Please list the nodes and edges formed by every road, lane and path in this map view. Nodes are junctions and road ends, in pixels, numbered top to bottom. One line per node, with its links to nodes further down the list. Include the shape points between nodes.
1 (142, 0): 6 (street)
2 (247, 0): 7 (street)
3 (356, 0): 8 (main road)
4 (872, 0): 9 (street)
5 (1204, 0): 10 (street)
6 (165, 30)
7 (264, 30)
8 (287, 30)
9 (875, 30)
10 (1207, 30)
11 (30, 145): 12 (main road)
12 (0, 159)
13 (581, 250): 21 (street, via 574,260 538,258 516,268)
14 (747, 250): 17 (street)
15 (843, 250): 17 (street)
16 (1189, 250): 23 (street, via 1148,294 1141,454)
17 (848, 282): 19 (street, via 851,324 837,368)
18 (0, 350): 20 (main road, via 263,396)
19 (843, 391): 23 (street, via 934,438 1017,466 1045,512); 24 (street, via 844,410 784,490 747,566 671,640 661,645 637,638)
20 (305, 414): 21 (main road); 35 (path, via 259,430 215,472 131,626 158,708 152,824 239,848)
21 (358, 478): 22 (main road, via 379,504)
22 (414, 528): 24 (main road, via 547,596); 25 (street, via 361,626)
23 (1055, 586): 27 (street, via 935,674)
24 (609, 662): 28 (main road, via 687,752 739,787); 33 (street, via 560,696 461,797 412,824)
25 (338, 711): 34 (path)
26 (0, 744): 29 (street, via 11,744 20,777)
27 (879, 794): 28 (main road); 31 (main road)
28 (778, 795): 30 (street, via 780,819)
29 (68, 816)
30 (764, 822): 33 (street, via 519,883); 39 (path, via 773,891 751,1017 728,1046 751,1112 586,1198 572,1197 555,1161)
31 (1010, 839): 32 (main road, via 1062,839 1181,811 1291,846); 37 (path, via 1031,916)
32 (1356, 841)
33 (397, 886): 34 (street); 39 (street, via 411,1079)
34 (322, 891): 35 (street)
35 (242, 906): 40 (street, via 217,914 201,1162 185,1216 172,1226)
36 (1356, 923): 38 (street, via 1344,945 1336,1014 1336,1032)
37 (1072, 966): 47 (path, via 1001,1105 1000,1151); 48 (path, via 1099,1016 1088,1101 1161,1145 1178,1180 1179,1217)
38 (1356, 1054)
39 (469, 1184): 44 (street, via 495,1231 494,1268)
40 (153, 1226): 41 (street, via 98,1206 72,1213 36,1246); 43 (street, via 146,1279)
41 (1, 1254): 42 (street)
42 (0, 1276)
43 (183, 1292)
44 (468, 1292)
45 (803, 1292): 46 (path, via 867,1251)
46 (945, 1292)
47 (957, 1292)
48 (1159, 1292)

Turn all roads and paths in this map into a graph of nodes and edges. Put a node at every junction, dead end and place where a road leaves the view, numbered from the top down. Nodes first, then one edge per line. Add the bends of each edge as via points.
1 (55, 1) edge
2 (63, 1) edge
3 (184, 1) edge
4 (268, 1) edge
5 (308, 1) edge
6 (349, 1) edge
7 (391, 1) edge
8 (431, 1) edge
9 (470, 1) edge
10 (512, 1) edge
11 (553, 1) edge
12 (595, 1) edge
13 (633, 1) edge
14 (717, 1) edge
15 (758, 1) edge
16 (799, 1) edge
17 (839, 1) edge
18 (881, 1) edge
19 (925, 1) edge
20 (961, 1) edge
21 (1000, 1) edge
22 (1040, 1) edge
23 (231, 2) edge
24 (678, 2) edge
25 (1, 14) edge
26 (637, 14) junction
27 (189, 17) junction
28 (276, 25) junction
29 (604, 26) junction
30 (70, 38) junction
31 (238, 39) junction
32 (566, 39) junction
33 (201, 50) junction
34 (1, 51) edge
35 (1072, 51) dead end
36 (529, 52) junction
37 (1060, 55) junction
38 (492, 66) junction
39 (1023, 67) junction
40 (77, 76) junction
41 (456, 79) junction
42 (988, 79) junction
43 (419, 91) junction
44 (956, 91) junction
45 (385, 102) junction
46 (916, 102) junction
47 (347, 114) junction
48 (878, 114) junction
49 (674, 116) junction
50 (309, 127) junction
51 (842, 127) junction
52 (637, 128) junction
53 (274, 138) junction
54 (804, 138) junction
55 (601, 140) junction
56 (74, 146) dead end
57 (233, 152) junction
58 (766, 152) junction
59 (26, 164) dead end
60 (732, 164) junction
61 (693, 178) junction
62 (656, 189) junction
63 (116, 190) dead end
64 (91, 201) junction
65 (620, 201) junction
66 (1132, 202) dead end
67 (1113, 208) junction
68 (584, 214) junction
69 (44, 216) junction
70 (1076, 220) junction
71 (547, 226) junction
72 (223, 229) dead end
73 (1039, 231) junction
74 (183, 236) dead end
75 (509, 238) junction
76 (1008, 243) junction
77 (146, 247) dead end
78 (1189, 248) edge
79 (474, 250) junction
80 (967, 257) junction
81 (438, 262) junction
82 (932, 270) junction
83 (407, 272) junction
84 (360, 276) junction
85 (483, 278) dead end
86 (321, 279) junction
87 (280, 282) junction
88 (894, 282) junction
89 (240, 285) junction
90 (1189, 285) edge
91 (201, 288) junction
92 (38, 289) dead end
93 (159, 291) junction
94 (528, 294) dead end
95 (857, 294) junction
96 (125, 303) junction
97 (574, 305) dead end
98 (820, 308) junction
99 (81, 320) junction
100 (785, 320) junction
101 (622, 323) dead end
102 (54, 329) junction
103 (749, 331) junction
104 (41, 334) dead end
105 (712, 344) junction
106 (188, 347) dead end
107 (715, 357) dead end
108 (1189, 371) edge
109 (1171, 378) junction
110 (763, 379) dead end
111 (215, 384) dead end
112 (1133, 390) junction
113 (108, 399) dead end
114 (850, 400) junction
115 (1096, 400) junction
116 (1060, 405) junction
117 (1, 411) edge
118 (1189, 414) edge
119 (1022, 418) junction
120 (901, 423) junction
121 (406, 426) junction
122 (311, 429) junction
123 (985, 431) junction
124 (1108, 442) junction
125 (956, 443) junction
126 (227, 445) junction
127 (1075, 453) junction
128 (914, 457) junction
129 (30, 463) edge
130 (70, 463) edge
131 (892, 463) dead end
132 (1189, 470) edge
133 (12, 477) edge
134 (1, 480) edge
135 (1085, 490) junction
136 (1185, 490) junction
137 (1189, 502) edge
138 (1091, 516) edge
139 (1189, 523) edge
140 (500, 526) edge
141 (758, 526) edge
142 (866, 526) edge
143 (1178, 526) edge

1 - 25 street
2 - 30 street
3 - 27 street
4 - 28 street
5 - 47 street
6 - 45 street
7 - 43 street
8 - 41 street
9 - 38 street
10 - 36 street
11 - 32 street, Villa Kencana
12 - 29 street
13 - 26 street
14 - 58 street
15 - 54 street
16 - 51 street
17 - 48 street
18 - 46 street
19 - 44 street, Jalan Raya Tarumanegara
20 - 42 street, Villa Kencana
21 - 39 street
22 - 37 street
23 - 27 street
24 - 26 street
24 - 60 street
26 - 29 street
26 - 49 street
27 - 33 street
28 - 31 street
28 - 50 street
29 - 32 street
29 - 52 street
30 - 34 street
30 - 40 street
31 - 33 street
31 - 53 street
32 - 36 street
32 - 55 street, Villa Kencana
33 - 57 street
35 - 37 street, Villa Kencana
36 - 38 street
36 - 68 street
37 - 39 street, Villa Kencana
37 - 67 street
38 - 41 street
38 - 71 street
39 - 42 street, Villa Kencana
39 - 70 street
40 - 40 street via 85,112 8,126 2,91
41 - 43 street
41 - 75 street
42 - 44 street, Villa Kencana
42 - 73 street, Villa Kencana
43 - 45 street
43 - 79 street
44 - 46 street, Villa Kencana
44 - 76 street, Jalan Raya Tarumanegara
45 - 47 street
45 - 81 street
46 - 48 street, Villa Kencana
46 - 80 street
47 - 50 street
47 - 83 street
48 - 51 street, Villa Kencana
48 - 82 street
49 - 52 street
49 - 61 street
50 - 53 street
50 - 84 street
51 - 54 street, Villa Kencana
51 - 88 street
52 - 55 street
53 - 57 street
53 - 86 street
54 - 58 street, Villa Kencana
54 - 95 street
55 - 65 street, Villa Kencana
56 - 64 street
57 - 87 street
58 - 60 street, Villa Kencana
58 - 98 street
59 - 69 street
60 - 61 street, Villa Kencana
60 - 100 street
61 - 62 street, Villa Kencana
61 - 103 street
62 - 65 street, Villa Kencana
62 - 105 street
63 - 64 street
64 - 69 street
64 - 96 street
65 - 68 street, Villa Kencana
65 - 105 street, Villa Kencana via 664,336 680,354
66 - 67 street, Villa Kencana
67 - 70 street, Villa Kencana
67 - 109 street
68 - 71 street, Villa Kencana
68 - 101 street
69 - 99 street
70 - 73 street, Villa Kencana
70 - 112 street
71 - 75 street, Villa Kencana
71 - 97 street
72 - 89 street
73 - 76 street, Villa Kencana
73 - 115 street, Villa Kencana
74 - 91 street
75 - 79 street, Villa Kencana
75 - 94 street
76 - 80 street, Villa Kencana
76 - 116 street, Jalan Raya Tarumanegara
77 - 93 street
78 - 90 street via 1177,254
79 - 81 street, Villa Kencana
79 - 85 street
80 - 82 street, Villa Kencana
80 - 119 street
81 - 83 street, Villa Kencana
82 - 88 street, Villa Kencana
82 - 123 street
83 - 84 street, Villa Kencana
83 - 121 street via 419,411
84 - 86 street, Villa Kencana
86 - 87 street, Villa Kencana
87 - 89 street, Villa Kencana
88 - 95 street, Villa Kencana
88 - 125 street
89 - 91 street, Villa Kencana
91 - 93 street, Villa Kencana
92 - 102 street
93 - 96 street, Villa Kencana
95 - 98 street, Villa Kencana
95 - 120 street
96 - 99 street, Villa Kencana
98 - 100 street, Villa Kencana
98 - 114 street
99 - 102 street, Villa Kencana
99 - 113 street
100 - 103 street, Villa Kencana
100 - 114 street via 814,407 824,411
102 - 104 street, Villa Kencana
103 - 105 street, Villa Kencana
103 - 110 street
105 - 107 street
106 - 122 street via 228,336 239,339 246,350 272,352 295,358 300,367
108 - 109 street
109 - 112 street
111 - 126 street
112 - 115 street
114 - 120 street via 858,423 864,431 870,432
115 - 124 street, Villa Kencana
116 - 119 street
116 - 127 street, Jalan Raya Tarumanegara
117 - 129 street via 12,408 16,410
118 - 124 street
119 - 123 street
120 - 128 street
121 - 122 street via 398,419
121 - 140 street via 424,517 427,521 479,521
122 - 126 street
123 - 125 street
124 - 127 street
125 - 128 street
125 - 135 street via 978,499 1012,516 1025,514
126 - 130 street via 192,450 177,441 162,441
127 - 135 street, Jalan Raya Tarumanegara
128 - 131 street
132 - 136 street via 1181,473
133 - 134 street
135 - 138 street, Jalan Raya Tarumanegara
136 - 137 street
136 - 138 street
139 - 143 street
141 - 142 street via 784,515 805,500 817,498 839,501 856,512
++++
Exercise instructions: Determine how many lines in the listing above hold the word "view", and reply with that number only.

Final answer: 2